Seneghe rinuncia, addio al sindaco

Saltano per la seconda volta consecutiva le comunali Niente liste e in municipio rimarrà la commissaria


15 settembre 2021 di Piero Marongiu


SENEGHE. Zero liste. Assieme a Zerfaliu e Gonnoscodina, Seneghe è uno dei tre Comuni dell’Oristanese che rinuncia al voto. Per l’importante centro del Montiferru, poco più di 1.700 abitanti, si tratta della seconda volta consecutiva senza candidati disponibili ad amministrare il paese. La prima era stata circa un anno fa, quando la giunta guidata dal sindaco Gianni Oggianu non si era riproposta per le elezioni in programma il 25 e 26 ottobre.

La notizia che anche questa volta nessuno avrebbe fatto il passo circolava da giorni.
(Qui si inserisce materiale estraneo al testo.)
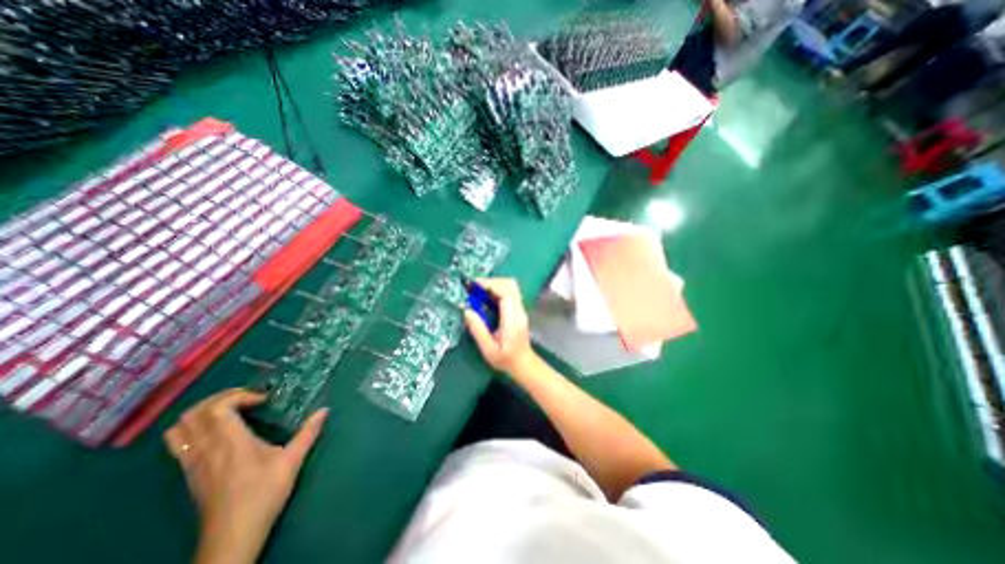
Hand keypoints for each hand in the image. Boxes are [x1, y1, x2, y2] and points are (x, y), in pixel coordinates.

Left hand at [164, 388, 326, 563]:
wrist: (233, 535)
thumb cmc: (264, 493)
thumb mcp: (293, 460)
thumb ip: (309, 432)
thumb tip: (325, 410)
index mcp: (231, 443)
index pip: (218, 407)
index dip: (240, 395)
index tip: (263, 400)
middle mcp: (206, 449)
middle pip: (193, 413)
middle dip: (219, 398)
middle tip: (246, 398)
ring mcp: (192, 462)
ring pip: (179, 428)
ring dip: (201, 412)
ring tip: (228, 410)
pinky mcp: (188, 472)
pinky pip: (179, 442)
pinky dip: (194, 428)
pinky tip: (218, 432)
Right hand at [467, 277, 536, 374]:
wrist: (524, 364)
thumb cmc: (506, 359)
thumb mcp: (488, 349)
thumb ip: (478, 330)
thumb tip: (467, 311)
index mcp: (512, 319)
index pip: (505, 292)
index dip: (490, 285)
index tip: (474, 286)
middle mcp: (519, 310)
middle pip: (510, 284)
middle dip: (491, 282)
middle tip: (475, 288)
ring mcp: (520, 309)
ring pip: (511, 287)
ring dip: (494, 285)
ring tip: (478, 292)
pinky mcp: (519, 310)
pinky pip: (510, 293)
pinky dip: (497, 290)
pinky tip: (486, 299)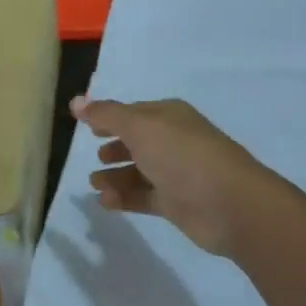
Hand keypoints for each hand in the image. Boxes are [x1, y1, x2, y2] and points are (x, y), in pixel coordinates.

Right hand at [70, 95, 302, 256]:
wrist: (229, 204)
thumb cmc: (183, 155)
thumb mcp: (140, 127)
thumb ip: (106, 115)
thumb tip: (76, 101)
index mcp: (169, 116)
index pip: (134, 113)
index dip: (111, 118)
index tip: (87, 127)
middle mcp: (174, 141)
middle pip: (137, 142)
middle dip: (115, 148)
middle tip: (96, 158)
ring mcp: (177, 173)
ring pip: (139, 172)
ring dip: (115, 177)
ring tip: (94, 183)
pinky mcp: (177, 203)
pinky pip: (144, 197)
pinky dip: (124, 198)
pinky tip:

La certezza però si è avuta solo sabato scorso, quando, alle 12, nell’ufficio elettorale nessuno si è presentato a depositare la propria lista. Dopo l’assenza di candidati nel 2020 è arrivata la certezza di un sempre più diffuso disinteresse dei cittadini verso l’amministrazione della cosa pubblica. Ad alimentare tale pensiero concorrono molti fatti, non di secondaria importanza la solitudine in cui vengono lasciati gli amministratori locali, spesso senza mezzi e senza possibilità di incidere nei processi gestionali dei loro comuni. Ma soprattutto, esposti ad attentati di vario genere e alle maldicenza. Ma non è secondario neppure il senso di distanza tra istituzioni, a tutti i livelli, percepita dai cittadini.

«Una situazione mai vista prima in paese – dicono alcuni avventori di un bar –. Prima c’era maggiore senso civico e amministrare veniva ritenuto un onore concesso solo a persone preparate che godevano della stima della comunità». La comunità per la seconda volta preferisce lasciare la gestione del Comune nelle mani del commissario, nonostante ci sia stato anche qualcuno che ha tentato di preparare la lista. Il tentativo si è interrotto pochi giorni prima della scadenza dei termini previsti per la presentazione a causa del mancato raggiungimento del numero minimo di candidati.

Un altro tentativo è stato fatto da un ex insegnante molto attivo nel mondo della cultura locale. Quest’ultimo avrebbe cercato di convincere alcuni gruppi di giovani a provare l’esperienza amministrativa, ma anche da quella parte sarebbe arrivato un no che non ammetteva repliche. Preso atto del fallimento, anche l’insegnante si sarebbe ritirato.

Il paese dei poeti – l’ultimo festival si è concluso una decina di giorni fa – non avrà un sindaco un consiglio comunale eletto, ma un commissario. La dottoressa Graziella Madau, commissario in carica e a lungo segretaria comunale del paese, stando alla norma proseguirà fino a giugno 2022, quando, presumibilmente, saranno indette nuove elezioni amministrative.